As recorded in the previous section, Francis William McNamara married a Waterhouse. Some years before he died Dad gave me a couple of very old, small pieces of paper for safe keeping which he said related to the ‘Anti-Corn Law Waterhouse’ who was, apparently, one of our more notable forebears. I had them framed and have kept them but I did not think much more about them at the time and foolishly never asked him for more information about this relation.

 

 

One document is a Membership Card for the National Anti-Corn Law League in the name of Joseph Waterhouse, membership number 79, see above. The Anti-Corn Law League was in effect the resumption of the Anti-Corn Law Association, which had been created in London in 1836 but did not obtain widespread popularity. The Anti-Corn Law League was founded in Manchester in 1838. Richard Cobden and John Bright were the two principal figures of the movement while George Wilson, the president of the League, was in charge of administrative duties. The aim of the League was the abolition of the Corn Laws, and this proposal was agreed by Parliament in 1846. There are many web sites which provide information about the Anti Corn Law League and the Corn Laws, see  here especially and also  here and here for example. And for other images of memerbership cards and pictorial information see below.

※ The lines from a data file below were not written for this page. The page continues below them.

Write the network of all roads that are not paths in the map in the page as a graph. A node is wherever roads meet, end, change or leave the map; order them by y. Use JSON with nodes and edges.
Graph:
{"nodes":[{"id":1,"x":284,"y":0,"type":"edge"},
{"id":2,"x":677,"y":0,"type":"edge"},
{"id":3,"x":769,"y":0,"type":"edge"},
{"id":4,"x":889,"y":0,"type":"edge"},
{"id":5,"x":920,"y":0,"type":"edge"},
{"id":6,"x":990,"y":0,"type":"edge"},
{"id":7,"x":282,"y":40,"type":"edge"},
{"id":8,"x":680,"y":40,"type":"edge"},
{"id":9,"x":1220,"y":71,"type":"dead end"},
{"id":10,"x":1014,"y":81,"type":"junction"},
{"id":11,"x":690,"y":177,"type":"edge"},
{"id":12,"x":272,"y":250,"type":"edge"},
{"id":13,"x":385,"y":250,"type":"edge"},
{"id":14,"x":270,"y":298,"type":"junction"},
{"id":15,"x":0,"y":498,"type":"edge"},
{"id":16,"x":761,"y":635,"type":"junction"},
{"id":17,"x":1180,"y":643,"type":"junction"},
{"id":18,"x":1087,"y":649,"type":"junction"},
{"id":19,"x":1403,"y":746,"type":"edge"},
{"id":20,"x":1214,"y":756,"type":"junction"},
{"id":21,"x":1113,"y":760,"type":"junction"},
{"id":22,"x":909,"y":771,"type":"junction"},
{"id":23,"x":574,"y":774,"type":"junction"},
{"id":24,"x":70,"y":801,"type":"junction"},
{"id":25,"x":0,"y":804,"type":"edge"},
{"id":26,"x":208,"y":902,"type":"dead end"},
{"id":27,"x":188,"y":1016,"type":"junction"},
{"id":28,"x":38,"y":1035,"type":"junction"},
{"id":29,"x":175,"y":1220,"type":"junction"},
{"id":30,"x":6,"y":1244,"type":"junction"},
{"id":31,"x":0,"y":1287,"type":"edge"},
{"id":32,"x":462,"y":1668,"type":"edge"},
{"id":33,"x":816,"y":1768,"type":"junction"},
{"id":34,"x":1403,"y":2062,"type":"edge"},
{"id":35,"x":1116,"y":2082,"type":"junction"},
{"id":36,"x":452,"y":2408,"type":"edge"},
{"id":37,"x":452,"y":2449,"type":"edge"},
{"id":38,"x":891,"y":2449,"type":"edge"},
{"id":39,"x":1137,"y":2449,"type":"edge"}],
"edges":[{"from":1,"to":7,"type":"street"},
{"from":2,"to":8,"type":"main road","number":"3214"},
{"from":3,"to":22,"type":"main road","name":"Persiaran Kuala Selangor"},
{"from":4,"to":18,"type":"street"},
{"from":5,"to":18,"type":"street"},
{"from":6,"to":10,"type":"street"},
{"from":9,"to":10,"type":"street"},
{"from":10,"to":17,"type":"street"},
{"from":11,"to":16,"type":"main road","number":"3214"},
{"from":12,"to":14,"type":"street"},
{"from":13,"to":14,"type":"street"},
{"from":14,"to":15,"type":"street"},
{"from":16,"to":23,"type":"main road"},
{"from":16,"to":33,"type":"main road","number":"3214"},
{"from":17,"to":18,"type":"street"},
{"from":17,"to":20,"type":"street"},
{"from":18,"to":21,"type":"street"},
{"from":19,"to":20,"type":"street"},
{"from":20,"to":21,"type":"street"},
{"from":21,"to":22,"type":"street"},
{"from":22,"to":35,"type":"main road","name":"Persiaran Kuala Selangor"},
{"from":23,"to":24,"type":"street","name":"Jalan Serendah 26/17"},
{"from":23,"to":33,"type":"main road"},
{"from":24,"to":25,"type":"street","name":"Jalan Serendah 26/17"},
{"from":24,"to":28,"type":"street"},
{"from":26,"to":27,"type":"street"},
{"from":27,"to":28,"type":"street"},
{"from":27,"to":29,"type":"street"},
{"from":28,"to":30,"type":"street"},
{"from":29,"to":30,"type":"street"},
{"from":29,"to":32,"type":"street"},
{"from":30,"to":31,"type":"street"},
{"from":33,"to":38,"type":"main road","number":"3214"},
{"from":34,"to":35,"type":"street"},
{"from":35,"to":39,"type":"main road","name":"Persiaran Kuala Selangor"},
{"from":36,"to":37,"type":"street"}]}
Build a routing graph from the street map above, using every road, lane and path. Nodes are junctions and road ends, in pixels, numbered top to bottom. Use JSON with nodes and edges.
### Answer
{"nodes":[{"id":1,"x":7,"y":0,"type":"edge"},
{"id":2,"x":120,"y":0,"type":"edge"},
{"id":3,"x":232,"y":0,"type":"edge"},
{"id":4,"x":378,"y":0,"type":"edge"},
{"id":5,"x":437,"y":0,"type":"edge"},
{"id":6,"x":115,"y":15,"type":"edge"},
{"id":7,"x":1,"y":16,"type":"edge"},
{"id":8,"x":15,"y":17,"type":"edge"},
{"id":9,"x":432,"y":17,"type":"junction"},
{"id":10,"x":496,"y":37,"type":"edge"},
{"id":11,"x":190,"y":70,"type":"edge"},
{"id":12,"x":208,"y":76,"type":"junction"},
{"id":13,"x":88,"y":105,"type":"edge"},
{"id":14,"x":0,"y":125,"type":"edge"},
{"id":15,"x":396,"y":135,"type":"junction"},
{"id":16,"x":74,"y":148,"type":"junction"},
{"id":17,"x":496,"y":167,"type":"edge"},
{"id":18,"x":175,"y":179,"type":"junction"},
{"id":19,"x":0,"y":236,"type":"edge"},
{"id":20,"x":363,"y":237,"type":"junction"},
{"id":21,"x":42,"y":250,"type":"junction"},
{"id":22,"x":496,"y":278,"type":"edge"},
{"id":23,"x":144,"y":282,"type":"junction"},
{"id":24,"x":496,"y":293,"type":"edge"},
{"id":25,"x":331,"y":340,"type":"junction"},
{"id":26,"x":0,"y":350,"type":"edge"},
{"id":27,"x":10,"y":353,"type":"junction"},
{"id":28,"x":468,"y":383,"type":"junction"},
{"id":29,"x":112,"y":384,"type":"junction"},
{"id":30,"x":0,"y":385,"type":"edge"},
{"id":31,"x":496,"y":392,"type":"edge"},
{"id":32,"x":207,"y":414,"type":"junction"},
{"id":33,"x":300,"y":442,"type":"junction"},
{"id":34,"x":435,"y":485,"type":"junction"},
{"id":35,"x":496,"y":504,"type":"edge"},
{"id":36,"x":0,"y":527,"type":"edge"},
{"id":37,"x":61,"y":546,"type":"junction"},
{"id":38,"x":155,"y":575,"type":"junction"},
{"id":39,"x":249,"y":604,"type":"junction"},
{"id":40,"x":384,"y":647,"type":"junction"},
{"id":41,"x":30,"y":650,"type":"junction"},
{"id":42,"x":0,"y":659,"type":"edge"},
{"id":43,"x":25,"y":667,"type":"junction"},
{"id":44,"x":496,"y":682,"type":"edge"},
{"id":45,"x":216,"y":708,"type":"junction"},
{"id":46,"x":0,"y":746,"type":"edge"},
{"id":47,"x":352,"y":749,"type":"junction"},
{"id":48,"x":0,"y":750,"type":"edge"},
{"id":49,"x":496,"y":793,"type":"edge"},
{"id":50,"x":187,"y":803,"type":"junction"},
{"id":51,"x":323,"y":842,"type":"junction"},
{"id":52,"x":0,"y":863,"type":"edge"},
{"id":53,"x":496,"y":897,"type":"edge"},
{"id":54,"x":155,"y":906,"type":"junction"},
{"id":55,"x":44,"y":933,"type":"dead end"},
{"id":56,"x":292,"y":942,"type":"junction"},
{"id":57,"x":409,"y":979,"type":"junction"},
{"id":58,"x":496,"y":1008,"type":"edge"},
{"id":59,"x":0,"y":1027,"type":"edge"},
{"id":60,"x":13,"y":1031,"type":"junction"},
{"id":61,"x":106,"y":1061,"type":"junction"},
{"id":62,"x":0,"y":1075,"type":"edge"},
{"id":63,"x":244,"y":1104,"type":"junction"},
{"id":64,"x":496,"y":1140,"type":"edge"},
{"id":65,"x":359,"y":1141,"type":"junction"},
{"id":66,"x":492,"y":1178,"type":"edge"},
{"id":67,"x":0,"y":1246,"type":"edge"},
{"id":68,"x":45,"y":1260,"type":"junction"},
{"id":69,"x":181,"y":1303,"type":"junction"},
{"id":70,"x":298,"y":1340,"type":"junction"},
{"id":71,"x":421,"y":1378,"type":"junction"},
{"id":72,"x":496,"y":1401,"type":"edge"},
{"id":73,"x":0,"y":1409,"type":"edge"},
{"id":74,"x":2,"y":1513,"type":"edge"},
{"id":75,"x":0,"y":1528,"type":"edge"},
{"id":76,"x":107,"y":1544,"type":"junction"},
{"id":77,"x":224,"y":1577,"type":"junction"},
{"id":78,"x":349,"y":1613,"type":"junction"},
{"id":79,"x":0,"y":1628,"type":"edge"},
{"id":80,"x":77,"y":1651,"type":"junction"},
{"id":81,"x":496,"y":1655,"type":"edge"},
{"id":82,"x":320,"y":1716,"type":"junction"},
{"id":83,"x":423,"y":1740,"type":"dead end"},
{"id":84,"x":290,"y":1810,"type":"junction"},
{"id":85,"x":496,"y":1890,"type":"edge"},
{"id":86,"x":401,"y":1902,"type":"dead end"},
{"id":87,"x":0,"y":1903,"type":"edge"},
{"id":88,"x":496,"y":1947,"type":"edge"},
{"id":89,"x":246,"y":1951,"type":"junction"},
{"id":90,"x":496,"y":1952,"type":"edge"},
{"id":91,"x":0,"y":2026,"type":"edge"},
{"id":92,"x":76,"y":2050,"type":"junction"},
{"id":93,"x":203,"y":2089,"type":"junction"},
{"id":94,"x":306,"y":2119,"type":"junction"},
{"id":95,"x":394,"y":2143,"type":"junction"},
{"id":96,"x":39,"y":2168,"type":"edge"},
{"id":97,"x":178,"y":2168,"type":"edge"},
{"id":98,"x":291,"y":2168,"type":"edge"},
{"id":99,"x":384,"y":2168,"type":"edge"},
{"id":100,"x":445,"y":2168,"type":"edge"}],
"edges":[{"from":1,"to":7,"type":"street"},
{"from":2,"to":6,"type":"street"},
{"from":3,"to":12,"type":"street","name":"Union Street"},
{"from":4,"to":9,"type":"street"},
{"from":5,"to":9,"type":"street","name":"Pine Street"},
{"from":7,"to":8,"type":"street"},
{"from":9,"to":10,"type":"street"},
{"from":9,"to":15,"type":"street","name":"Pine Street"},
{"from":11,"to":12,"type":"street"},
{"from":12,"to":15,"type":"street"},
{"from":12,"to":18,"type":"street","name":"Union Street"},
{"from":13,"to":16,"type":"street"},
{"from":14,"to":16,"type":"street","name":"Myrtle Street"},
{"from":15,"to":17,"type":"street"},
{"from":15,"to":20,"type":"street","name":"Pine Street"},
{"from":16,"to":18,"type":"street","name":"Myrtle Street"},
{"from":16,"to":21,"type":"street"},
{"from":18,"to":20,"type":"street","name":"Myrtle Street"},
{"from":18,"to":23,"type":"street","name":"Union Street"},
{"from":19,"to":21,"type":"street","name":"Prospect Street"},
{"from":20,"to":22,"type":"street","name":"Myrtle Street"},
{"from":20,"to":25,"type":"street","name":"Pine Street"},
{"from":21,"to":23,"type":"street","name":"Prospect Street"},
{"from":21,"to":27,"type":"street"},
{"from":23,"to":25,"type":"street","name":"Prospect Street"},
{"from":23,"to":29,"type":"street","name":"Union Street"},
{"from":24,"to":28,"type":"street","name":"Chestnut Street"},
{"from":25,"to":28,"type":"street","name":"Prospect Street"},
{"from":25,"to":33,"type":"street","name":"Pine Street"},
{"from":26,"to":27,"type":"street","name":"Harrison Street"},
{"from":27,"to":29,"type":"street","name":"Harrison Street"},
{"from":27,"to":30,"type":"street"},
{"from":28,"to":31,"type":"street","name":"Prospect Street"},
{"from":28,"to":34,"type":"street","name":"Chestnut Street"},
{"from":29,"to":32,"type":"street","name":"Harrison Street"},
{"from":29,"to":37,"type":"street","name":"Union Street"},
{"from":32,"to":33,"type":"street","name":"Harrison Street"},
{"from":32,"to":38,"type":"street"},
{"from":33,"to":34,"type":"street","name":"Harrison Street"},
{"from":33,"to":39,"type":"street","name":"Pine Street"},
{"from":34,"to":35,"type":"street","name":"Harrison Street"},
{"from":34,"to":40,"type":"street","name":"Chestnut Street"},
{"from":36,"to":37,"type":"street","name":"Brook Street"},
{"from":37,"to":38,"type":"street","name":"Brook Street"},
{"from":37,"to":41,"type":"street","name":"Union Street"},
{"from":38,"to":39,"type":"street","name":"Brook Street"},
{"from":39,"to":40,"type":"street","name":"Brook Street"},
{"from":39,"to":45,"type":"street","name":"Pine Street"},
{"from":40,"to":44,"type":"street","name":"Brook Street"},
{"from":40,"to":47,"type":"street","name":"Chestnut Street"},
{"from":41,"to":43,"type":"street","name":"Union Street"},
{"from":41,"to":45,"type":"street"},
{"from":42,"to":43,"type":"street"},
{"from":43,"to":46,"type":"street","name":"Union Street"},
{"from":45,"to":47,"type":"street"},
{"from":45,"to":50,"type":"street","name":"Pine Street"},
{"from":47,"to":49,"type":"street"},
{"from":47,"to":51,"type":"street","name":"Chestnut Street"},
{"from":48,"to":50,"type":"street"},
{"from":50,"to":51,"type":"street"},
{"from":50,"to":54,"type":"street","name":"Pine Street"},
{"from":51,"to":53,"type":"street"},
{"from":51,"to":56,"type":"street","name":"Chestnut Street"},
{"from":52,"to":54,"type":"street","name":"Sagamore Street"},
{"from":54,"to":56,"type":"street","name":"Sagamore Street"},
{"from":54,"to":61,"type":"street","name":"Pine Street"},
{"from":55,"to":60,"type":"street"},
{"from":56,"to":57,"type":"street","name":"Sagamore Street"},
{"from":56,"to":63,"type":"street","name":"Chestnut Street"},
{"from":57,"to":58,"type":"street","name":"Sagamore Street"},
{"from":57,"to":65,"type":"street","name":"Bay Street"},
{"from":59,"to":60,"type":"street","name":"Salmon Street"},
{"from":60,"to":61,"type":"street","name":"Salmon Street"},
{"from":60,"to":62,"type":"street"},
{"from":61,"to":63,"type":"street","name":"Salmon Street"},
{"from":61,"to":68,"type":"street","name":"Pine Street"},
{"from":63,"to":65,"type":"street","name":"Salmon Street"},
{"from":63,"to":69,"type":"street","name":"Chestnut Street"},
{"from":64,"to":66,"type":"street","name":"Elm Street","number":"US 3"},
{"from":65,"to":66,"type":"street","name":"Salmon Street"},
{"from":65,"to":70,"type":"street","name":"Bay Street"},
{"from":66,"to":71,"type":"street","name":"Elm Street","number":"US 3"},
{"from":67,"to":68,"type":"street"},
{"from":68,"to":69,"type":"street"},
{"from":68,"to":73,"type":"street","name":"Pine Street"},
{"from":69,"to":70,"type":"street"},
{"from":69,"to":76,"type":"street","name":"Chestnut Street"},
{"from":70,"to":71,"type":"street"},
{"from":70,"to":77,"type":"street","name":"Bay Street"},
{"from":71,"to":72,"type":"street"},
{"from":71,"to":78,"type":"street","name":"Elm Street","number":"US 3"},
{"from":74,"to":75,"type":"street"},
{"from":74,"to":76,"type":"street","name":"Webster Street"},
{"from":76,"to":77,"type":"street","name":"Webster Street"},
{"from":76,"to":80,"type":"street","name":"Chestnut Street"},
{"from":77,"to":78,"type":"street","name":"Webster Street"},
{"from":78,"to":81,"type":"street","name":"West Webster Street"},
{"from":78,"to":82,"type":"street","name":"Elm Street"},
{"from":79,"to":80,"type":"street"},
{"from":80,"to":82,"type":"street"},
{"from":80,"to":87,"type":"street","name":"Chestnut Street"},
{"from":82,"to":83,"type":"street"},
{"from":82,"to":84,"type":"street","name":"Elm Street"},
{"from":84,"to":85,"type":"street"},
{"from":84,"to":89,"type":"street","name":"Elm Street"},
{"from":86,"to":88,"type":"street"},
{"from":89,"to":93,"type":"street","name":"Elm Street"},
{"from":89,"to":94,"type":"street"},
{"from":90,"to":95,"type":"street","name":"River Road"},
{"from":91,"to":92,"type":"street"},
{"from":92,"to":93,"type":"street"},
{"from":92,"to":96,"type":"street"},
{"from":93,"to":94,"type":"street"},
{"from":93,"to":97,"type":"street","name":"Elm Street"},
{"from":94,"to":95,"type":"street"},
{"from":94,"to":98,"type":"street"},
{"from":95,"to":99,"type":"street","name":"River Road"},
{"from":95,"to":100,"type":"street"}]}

 The other document looks like a small newspaper advertisement cut from a local paper, in which Joseph Waterhouse was promoting himself for the election to become a member of the Blackpool Local Board, see PDF Blackpool Local Board and for the history of Blackpool during Victorian times, see Blackpool History  among various options. It is dated 1875. In his short address Joseph mentions that he has been on the Board of Surveyors and the Local Board of Mossley, see PDF Mossley Board of Surveyors and for the history of Mossley see here and  here. Joseph Waterhouse was Dad’s paternal great grandfather and I have attempted to find out what I can about the Waterhouse connection.

 

Mossley mill workers and the mill in background

 

The first record of a Waterhouse who was our forebear is Joseph Waterhouse who was born in 1796 at Ashton-under-Lyne  and who died at Saddleworth in 1861. For the history of Ashton under Lyne see here.  He married Sarah Parkinson who was born at Ashton-under-Lyne and who probably died in 1853 but certainly between 1849 and 1857. They were married in 1817 at Woodkirk in Yorkshire, which is now West Ardsley.

The original census record if difficult to read but the family consisted of: Joseph Waterhouse, 45  a clothier, ie someone who made or sold clothes; his wife Sarah Waterhouse, 50, no occupation recorded; and seven children Ann, 20; Joseph, 20; Esther, 15; Elizabeth, 15; James, 13; Giles, 11; and Wright, 8. Given the ages of the children it is probable that there had been other children born to the family who had died. The five eldest children, including 13 year old James were cotton weavers. Nearly all the other families living close by were employed in the cotton industry.

During the Industrial Revolution Ashton under Lyne, as with Saddleworth where the family had lived, and many Lancashire towns, developed as a major centre for the cotton industry, see here. And the booming cotton industry also lead to major improvements in the local transport systems.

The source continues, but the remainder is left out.